Un document publié en 2017 par les économistes Victoria Fan, Dean Jamison et Lawrence Summers, fondé sur une vaste épidémie de grippe, a estimé que les pertes annuelles d'un tel événement pourraient représenter 500 Mds$, soit 0,6% du revenu mondial, en intégrant les pertes économiques et le coût d'une mortalité élevée, en l'espèce plusieurs centaines de milliers de décès.

Une autre étude réalisée en 2016 par la Commission sur un cadre mondial de gestion des risques sanitaires pour l'avenir a estimé que les pandémies coûteraient à l'économie mondiale plus de 6 000 Mds$ au XXIe siècle, soit plus de 60 Md$ par an.

Jauger l'impact d'une pandémie est un exercice difficile, d'autant que les dernières crises ont pu être jugulées dans le temps ou dans l'espace, ou ont eu lieu au milieu d'autres événements. L'épidémie de SRAS, au début du millénaire, a eu un impact, mais il a été compliqué à détailler puisque les Etats-Unis en envahi l'Irak en mars 2003. Sur les marchés boursiers, l'impact des pandémies a jusqu'ici été limité : après que les autorités chinoises ont signalé l'épidémie de SRAS à l'OMS en 2003, l'indice MSCI Chine a plus souffert que les autres indices mondiaux, mais il a rattrapé son retard en six mois.

Le SRAS a eu un effet limité sur les actions chinoises

Le SRAS a eu un effet limité sur les actions chinoises

Le coût du SRAS

Dans une autre étude réalisée par de Jong-Wha Lee et Warwick McKibbin, le coût de la crise du SRAS en 2003 a été estimé à 40 Mds$ à l'échelle planétaire. Un autre rapport de l'IATA (Association internationale du transport aérien), réalisé en 2006, a calculé un impact de 0,1% sur le PIB mondial.

Impact de l'épidémie de SRAS de 2003 sur le PIB

Impact de l'épidémie de SRAS de 2003 sur le PIB

Qui souffre et qui gagne sur les marchés ?

Les réactions des investisseurs à l'annonce d'une épidémie sont prévisibles : les valeurs pharmaceutiques en profitent et celles liées au tourisme (transport aérien, hôtellerie, luxe…) souffrent.
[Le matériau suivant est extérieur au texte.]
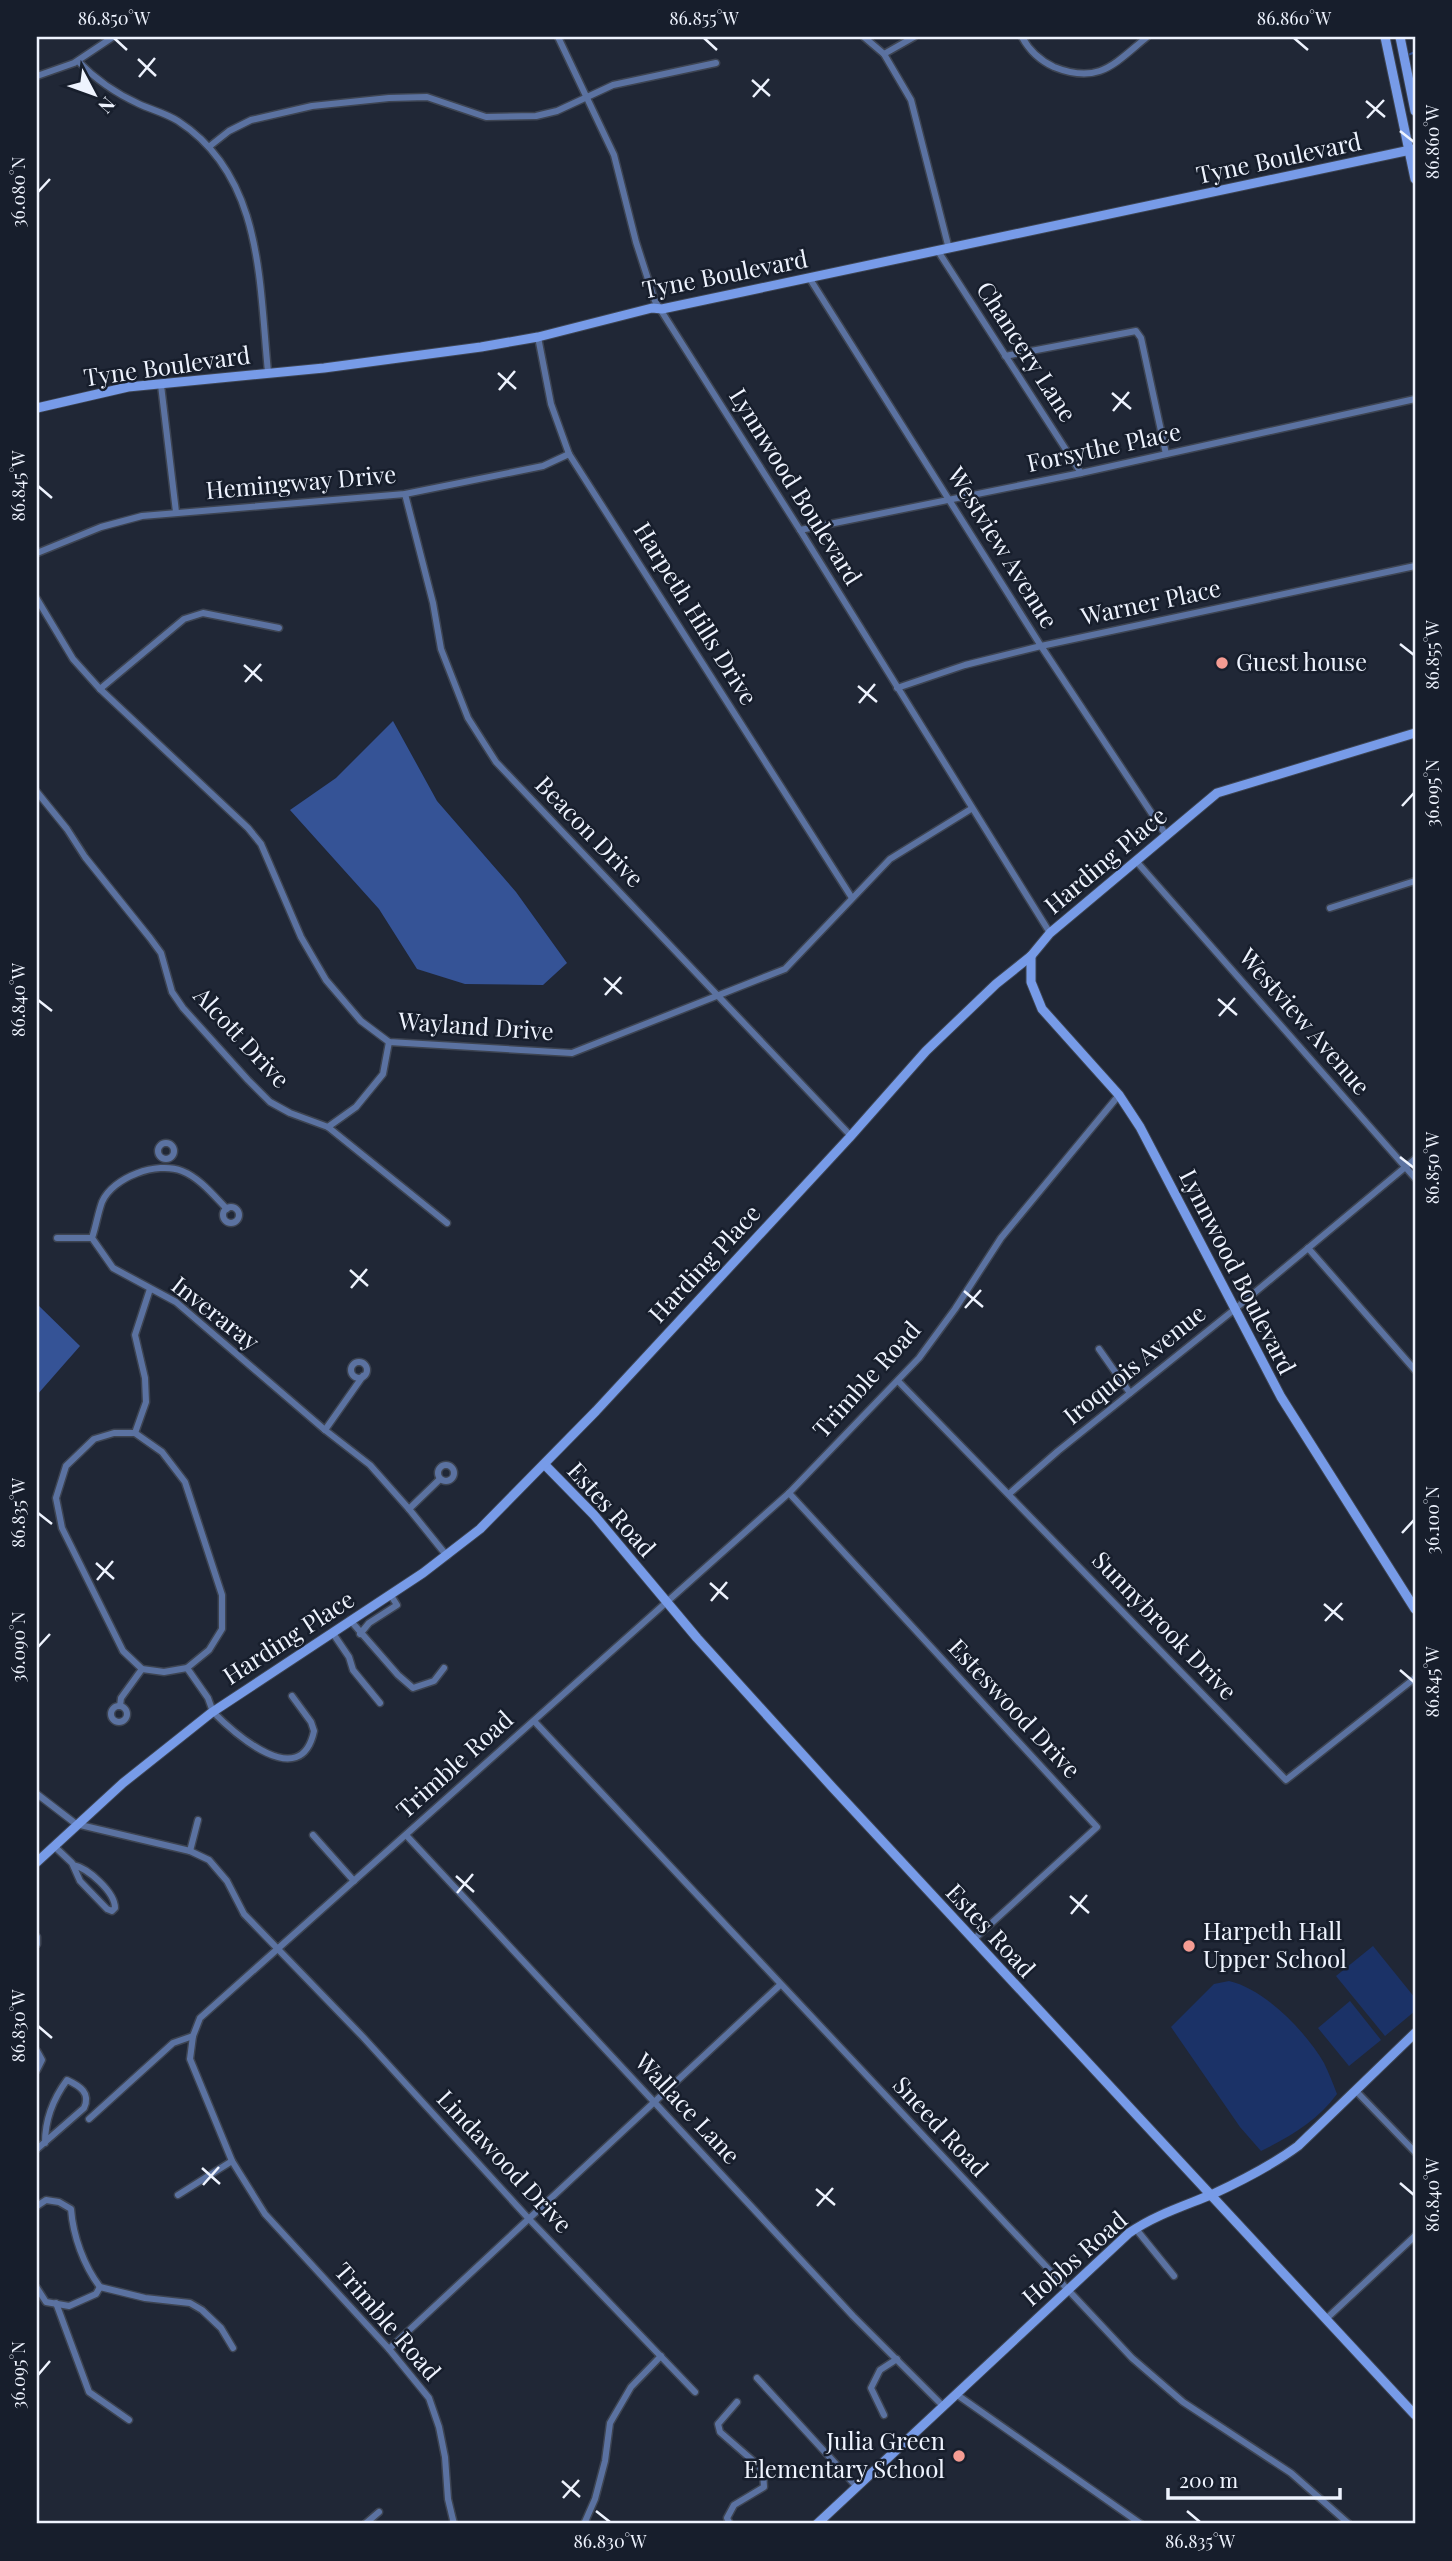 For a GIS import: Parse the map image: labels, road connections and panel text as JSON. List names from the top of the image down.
{
  "streets": {
    "street": [
      "Tyne Boulevard",
      "Chancery Lane",
      "Forsythe Place",
      "Hemingway Drive",
      "Lynnwood Boulevard",
      "Westview Avenue",
      "Warner Place",
      "Harpeth Hills Drive",
      "Beacon Drive",
      "Harding Place",
      "Wayland Drive",
      "Alcott Drive",
      "Inveraray",
      "Iroquois Avenue",
      "Trimble Road",
      "Estes Road",
      "Sunnybrook Drive",
      "Esteswood Drive",
      "Wallace Lane",
      "Sneed Road",
      "Lindawood Drive",
      "Hobbs Road"
    ]
  },
  "crossings": [
    ["Tyne Boulevard", "Chancery Lane"],
    ["Tyne Boulevard", "Lynnwood Boulevard"],
    ["Tyne Boulevard", "Westview Avenue"],
    ["Tyne Boulevard", "Harpeth Hills Drive"],
    ["Chancery Lane", "Forsythe Place"],
    ["Forsythe Place", "Lynnwood Boulevard"],
    ["Forsythe Place", "Westview Avenue"],
    ["Hemingway Drive", "Harpeth Hills Drive"],
    ["Hemingway Drive", "Beacon Drive"],
    ["Lynnwood Boulevard", "Warner Place"],
    ["Lynnwood Boulevard", "Harding Place"],
    ["Lynnwood Boulevard", "Wayland Drive"],
    ["Lynnwood Boulevard", "Iroquois Avenue"],
    ["Lynnwood Boulevard", "Trimble Road"],
    ["Westview Avenue", "Warner Place"],
    ["Westview Avenue", "Harding Place"],
    ["Westview Avenue", "Iroquois Avenue"],
    ["Harpeth Hills Drive", "Wayland Drive"],
    ["Beacon Drive", "Harding Place"],
    ["Beacon Drive", "Wayland Drive"],
    ["Harding Place", "Inveraray"],
    ["Harding Place", "Estes Road"],
    ["Iroquois Avenue", "Sunnybrook Drive"],
    ["Trimble Road", "Estes Road"],
    ["Trimble Road", "Sunnybrook Drive"],
    ["Trimble Road", "Esteswood Drive"],
    ["Trimble Road", "Wallace Lane"],
    ["Trimble Road", "Sneed Road"],
    ["Trimble Road", "Lindawood Drive"],
    ["Estes Road", "Esteswood Drive"],
    ["Estes Road", "Hobbs Road"],
    ["Wallace Lane", "Hobbs Road"],
    ["Sneed Road", "Hobbs Road"]
  ],
  "places": ["Guest house", "Harpeth Hall Upper School", "Julia Green Elementary School"],
  "scale_bar": "200 m",
  "north": "bottom right",
  "coordinates": [
    "86.850°W",
    "86.855°W",
    "86.860°W",
    "36.080°N",
    "86.845°W",
    "36.095°N",
    "86.840°W",
    "86.835°W",
    "36.100°N",
    "36.090°N",
    "86.830°W"
  ]
} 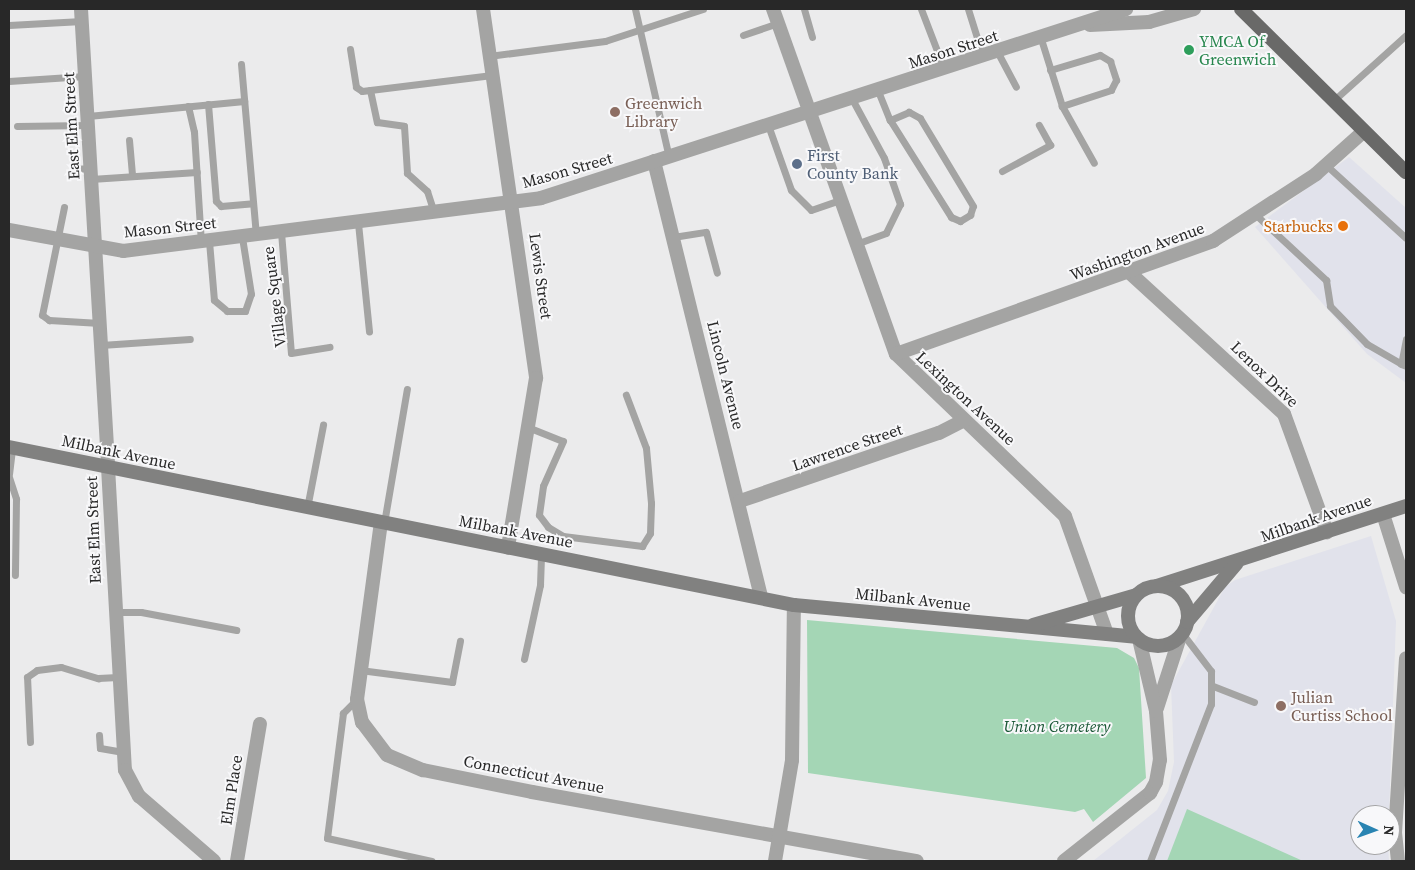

Lors de l'épidémie de SRAS, les chiffres des ventes au détail en Chine ont connu une baisse marquée et les dépenses de consommation ayant été affectées : c'est un impact réel, mais bref.

Les dépenses de consommation en Chine ont chuté pendant l'épidémie de SRAS

Les dépenses de consommation en Chine ont chuté pendant l'épidémie de SRAS

Sur la séance boursière du mardi 21 janvier, les laboratoires chinois Jiangsu Bioperfectus Technologies, Shandong Lukang Pharmaceutical et Jiangsu Hengrui Medicine ont gagné du terrain sur le marché, ainsi que les fabricants de masques Tianjin Teda et Shanghai Dragon.

A l'inverse, Air-France KLM ou Lufthansa, LVMH ou Kering ont pâti de la situation.

Gagnants et perdants

Gagnants et perdants

Taux de mortalité et impact économique

Un document du FMI rédigé par David Bloom, Daniel Cadarette et JP Sevilla note que même lorsque l'impact sanitaire d'une épidémie est relativement limité, les conséquences économiques peuvent être rapidement amplifiées. Les auteurs citent le cas du Libéria lors de l'épidémie d'Ebola de 2014, qui a vu la croissance du PIB diminuer alors même que le taux de mortalité global du pays chutait au cours de la même période.

PIB du Libéria vs. taux de mortalité pendant la crise d'Ebola

PIB du Libéria vs. taux de mortalité pendant la crise d'Ebola

Le mot de la fin est pour Robert Carnell, économiste en chef d'ING Asie Pacifique : "ce qui a effrayé les gens à propos du SRAS, c'est le taux de mortalité...Les gens ne prenaient pas les transports publics, ne se rendaient pas au travail, ne fréquentaient pas les magasins, les restaurants, les cinémas, les conférences, etc. L'impact de la maladie a été massif sur l'économie, mais presque entièrement indirect, en raison du comportement préventif de la population".

Cas de SRAS vs. décès

Cas de SRAS vs. décès

On l'aura compris, tout va dépendre, dans les jours ou les semaines qui viennent, de la capacité des autorités à juguler la propagation et à communiquer sur le coranavirus. Durant ce laps de temps, l'activité économique, essentiellement en Chine, risque de patir des comportements de précaution des individus.